The Alchemy of the Hinge, 2024

Kasia Fudakowski, The Alchemy of the Hinge, 2024, Steel, Plexiglas, acrylic paint, bulb, cabling, Approx: 198 × 69 × 90 cm

Held together by a brass piano hinge, the two Plexiglas wings of a razor clam rest against the exhibition wall. A single light bulb is attached to a thin steel guard, casting a refracted light, which mimics the movement of the clam in sand.

The razor clam, compared to any human technological invention, is an expert digger. The repeated opening and shutting of the clam’s valves turns the hard-packed sand around it into something more akin to liquid. “The clam’s trick is to move its shells in such a way as to liquefy the soil around its body, reducing the drag acting upon it,” says Amos Winter, of MIT’s Department of Mechanical Engineering. The need to lay ever more cables in the ocean has led engineers to seek innovation in the field of deep-sea anchoring. Using razor clam-inspired technology to excite the sand looks set to be a far more energy-efficient method than current digging techniques.

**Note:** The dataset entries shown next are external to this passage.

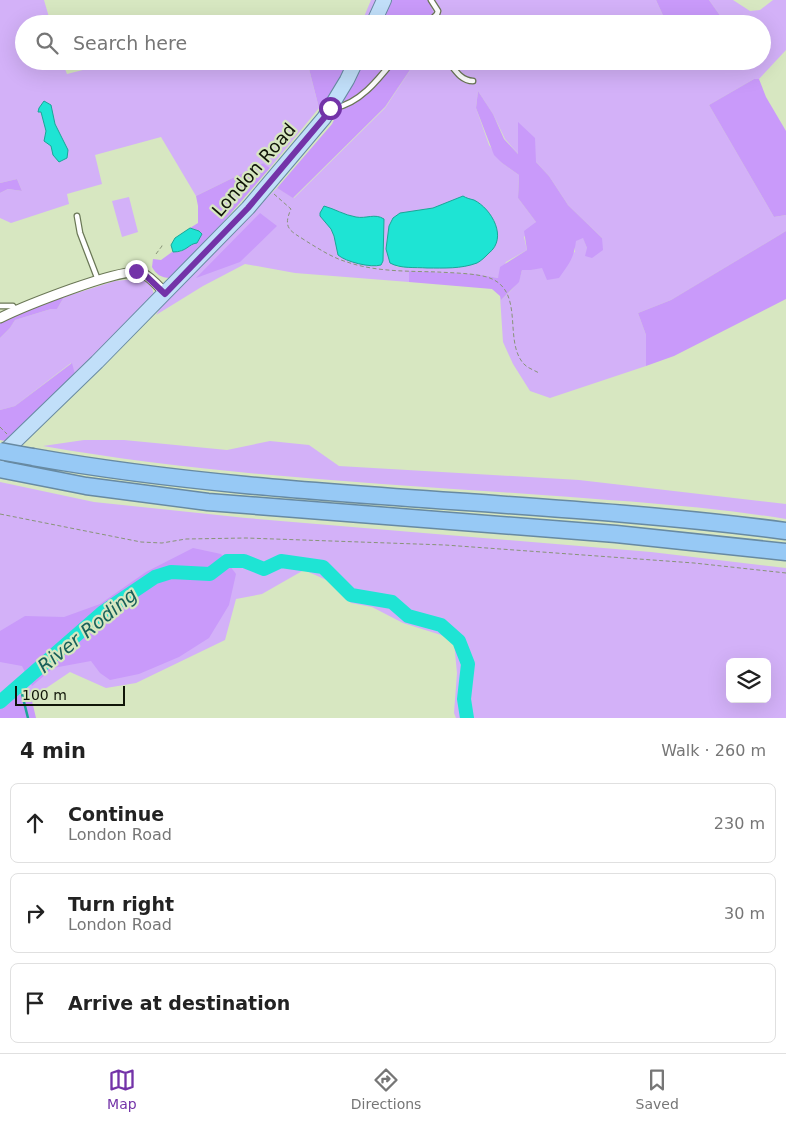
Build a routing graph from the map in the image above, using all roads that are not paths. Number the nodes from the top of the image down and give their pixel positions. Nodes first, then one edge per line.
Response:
1 (384, 0) edge
2 (432, 0) edge
3 (377, 15) edge
4 (436, 15) edge
5 (352, 70) edge
6 (386, 70) edge
7 (455, 70) edge
8 (473, 81) dead end
9 (330, 108) junction
10 (76, 216) dead end
11 (99, 281) junction
12 (165, 294) junction
13 (0, 306) edge
14 (16, 310) junction
15 (0, 318) edge
16 (0, 450) edge
17 (0, 456) edge
18 (0, 469) edge
19 (786, 531) edge
20 (786, 552) edge

1 - 3 main road
2 - 4 lane
5 - 9 main road, London Road
6 - 9 lane
7 - 8 lane
9 - 12 main road, London Road
10 - 11 lane
11 - 12 street
11 - 14 street
12 - 17 main road, London Road
13 - 14 lane
14 - 15 street
16 - 19 highway, bridge
18 - 20 highway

When this sculpture (or others from the Gallery Power LTD exhibition) is publicly exhibited, the amount of energy the piece may consume must be limited. This limit is defined by the total Kilowatt consumption of the piece if it were to be turned on for all the opening hours of the exhibition, and then halved. In the event of the artist’s death, the artwork must remain off in perpetuity.